The one thing you can’t do is look away.
As a child in India’s Gujarat state, Rahul Jain played in a textile mill that his family had the good fortune to own. As a young man studying at the California Institute of the Arts, he returned to India to explore another of these throbbing, fuming, cavernous factories and shoot a documentary perhaps only he could have made: Machines.
An exceptional first feature, combining impeccably assured image-making, deep empathy, and a muckraking spirit, Machines takes you on an extended tour through the fluorescent-and-concrete maze of the factory and introduces you to the routine of the workers who were willing to speak candidly with Jain. Many are migrants, who traveled hundreds of miles from other states, after borrowing money from local lenders, to work 12-hour shifts, sometimes back-to-back. The average daily pay—the equivalent of perhaps $3—is just enough for cheap food and chewing tobacco to keep the boys and men working around the clock, often without even a pittance left over to send to their families. Union organizers step forward from time to time but then have a tendency to die.

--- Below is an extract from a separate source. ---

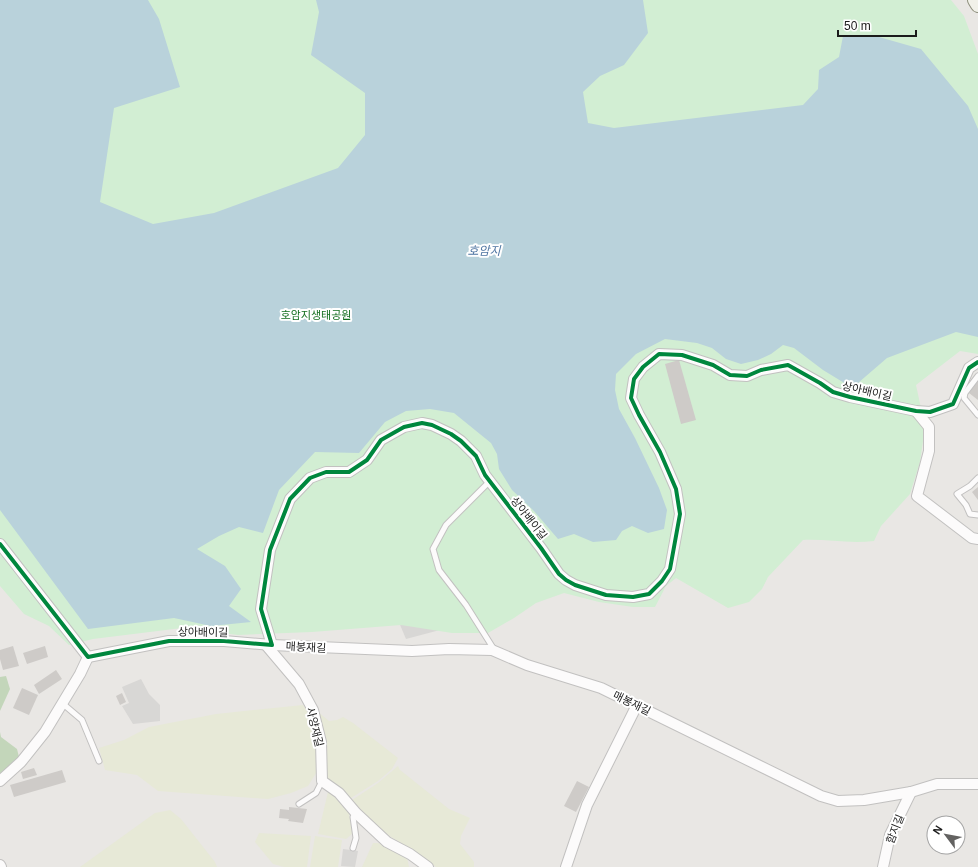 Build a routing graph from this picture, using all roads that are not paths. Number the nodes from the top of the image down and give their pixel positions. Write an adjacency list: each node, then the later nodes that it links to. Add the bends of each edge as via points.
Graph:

Talk about being trapped with no expectation of rescue. Do these workers feel exploited? One of the older men, sitting on the floor, denies it. No one made him come to the factory, he tells Jain, perhaps a little sharply; he’s done this to himself. But later in the film, workers crowded into a courtyard confront Jain with more heat, predicting that he’ll feel bad for them, take their pictures, and then go away. What, they’d like to know, will he actually do for them?
Having watched Machines, I’m sure he’ll think of something. Jain has already opened the lives of these workers to untold audiences, in a work of formal integrity and sometimes surprising beauty. I want to see what other future these proud, strong, wretched people might have, and I want to see whatever film Jain makes next.